PENNSYLVANIA – State police officers who receive higher pay when on leave to work for their union must have those extra wages credited toward boosting their state pensions, a Commonwealth Court panel ruled Tuesday.

The court’s decision, which upholds a ruling by the State Employees Retirement Board, involves a seven-year, contract-related legal battle between the state police and the Pennsylvania State Police Troopers Association.

At issue was whether the extra pay three police officers received from the union when they took leaves to work full-time for the PSTA should be calculated into their state retirement.
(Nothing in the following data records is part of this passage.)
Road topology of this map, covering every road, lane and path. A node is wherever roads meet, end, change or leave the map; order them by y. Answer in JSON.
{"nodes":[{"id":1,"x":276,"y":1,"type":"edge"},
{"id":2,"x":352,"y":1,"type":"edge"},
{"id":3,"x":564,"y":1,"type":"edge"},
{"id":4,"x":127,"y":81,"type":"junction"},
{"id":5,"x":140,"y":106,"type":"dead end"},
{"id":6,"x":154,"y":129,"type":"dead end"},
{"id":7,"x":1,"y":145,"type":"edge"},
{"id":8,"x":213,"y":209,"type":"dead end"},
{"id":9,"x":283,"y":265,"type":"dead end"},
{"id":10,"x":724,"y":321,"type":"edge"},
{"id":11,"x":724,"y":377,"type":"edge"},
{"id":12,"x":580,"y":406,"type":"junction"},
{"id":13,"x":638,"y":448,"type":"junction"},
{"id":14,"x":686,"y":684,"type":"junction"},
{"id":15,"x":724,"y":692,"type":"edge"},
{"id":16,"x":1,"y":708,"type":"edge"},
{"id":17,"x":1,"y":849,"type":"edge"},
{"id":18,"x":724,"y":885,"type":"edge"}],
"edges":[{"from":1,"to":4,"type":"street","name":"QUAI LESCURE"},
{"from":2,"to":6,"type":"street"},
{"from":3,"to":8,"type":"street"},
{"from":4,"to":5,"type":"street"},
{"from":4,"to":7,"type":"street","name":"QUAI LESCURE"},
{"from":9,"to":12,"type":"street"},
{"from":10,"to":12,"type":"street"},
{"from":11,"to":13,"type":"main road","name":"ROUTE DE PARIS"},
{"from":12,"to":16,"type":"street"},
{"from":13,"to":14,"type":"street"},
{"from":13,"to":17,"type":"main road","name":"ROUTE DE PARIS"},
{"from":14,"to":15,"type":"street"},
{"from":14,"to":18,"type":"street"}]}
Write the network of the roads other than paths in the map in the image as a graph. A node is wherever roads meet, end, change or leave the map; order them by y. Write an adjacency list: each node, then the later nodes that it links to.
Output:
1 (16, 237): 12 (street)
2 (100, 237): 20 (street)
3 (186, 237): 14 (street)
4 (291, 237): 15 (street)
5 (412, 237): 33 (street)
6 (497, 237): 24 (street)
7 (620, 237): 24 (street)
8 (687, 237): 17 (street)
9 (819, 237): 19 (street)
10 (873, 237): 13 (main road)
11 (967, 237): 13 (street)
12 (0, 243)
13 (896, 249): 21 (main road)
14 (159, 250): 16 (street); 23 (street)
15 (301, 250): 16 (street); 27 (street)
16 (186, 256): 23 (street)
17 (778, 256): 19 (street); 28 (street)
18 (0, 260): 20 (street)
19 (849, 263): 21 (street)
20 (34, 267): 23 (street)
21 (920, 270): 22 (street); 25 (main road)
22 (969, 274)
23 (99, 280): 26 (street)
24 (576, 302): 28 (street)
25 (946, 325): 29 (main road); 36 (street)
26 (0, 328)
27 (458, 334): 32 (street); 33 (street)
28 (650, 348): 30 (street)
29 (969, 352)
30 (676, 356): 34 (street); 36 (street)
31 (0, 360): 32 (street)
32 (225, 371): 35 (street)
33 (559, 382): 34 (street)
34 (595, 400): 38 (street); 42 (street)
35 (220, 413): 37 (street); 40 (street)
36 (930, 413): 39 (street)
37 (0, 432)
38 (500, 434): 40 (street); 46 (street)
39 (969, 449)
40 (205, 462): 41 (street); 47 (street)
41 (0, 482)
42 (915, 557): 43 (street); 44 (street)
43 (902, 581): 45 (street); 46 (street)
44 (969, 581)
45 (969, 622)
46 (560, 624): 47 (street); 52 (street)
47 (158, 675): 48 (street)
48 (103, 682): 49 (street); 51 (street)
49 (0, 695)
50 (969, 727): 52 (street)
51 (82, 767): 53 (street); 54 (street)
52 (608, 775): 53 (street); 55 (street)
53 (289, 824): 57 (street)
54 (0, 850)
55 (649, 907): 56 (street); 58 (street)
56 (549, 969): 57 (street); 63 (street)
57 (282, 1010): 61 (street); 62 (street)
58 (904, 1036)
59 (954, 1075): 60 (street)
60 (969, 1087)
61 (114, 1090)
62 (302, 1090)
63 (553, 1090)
The three were paid by the union at higher rates than they received while on regular duty with the state police. The union then reimbursed the state for the elevated wages. That arrangement was set in an 2008 arbitration award upheld by the state Supreme Court.

According to the Commonwealth Court opinion by Judge P. Kevin Brobson, one of the officers, Bruce Edwards was on full-time union officer leave from 2007 to 2012. His regular rank was sergeant, but while working for the union his pay equalled that of a major.

Corporal Joseph Sarkis was paid a captain’s rate while on full-time union leave from October 2009 to January 2012. Corporal Joseph Kovel was paid at a sergeant level after being elected PSTA president in January 2012.

Brobson noted that Edwards received $29,052 in extra pay while on union duty in 2011. Sarkis was paid an extra $25,667 during the same year, and Kovel received an extra $6,838 in 2012. Inclusion of those added union stipends “significantly” increases their retirement benefits, the judge wrote.

During the fight over the pension issue, the State Employees Retirement System issued a decision that officers on union leave should have received retirement credit only for wages they would have received at their regular ranks. A hearing officer for the system also found that the stipends they received as union officers “were not retirement-covered compensation,” Brobson noted.

The retirement board overturned those decisions, however, prompting the state police and the governor’s Office of Administration to appeal to Commonwealth Court.

Brobson concluded that there is nothing in state regulations that precludes the extra union pay the officers received from being credited toward their state retirement.

In fact, he noted, a section of the State Employees Retirement Code requires that state workers on union leave must receive the same retirement time credit as if they were working full-time for the government. So, Brobson found, “the salary received by those on full-time union leave is considered the salary received by a state employee” and must be factored into their pensions.